Fans of Sylvain Chomet's surreal 2003 animated feature 'Belleville Rendez-vous' will not be surprised to find his follow-up, 'The Illusionist', is a melancholic, mostly silent tale with an old-fashioned sensibility and a penchant for physical comedy. What this latest feature does, however, is take Chomet's obvious Jacques Tati influence to a new extreme. Whereas 'Belleville Rendez-vous' was full of playful allusions to the celebrated comedy film-maker (such as a poster for 'Les Vacances de M. Hulot' - a gag he repeats here), 'The Illusionist' goes one step further with the titular character bearing Tati's real surname (Tatischeff), and aping his mannerisms and appearance. It is also, most importantly, based on a long-forgotten and previously un-filmed screenplay written by Tati himself. And so 'The Illusionist' is, in its quirky, surreal way, a slightly more grounded film than his first as it functions as a sort of loose biography of Tati's bittersweet relationship with his own daughter (the late Sophie Tatischeff - to whom the film is fittingly dedicated).

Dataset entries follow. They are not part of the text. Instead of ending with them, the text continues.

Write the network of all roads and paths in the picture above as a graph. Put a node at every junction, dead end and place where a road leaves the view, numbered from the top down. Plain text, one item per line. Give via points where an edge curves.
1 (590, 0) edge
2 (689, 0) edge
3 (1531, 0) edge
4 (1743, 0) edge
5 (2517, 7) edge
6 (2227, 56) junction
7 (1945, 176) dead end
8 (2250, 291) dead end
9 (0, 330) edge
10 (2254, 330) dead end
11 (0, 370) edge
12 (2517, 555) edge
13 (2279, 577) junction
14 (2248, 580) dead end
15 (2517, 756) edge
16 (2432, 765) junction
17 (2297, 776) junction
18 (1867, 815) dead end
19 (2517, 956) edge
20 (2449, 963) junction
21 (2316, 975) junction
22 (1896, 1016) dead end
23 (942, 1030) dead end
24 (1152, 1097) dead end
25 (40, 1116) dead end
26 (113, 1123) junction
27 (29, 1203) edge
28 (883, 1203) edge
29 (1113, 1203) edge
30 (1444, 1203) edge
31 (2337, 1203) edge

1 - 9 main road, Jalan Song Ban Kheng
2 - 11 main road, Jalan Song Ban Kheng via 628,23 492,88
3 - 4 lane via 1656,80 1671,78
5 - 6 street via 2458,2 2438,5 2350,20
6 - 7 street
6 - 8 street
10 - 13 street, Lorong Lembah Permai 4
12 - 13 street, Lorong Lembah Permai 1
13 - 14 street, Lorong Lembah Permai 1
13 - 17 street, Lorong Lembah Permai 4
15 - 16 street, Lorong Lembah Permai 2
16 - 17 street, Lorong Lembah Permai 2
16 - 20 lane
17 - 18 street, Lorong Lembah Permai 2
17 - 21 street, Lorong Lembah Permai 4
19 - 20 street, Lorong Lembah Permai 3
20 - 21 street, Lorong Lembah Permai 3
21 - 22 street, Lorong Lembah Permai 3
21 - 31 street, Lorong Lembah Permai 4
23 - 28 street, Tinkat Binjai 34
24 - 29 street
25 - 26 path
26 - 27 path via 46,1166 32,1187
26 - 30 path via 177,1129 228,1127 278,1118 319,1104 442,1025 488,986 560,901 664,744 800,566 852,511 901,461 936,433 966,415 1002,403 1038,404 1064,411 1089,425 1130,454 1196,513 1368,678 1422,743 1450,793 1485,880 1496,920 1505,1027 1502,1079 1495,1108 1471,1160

If you have ever left a movie derisively declaring that "nothing happened", then it is safe to say that 'The Illusionist' is not going to be your idea of a fun time. The "plot" is slight: set in the 1950's an aging magician finds his act no longer appeals to people in an age of rock n' roll and television. But when he plays a remote Scottish island he finds a new fan in the form of a young girl who comes to believe he is genuinely magical. Perhaps beguiled by the young girl's sincerity and good nature, or possibly just because he has found an appreciative audience, the magician takes the girl under his wing and, like Chaplin in 'City Lights', has to work menial jobs in secret in order to maintain his increasingly expensive illusions - lest the girl learn the truth. This is essentially it. But this is enough. It is a serene film which takes you across the Scottish countryside and into a beautifully realised picture of 1950's Edinburgh (the city where Chomet's Django Studios is actually based).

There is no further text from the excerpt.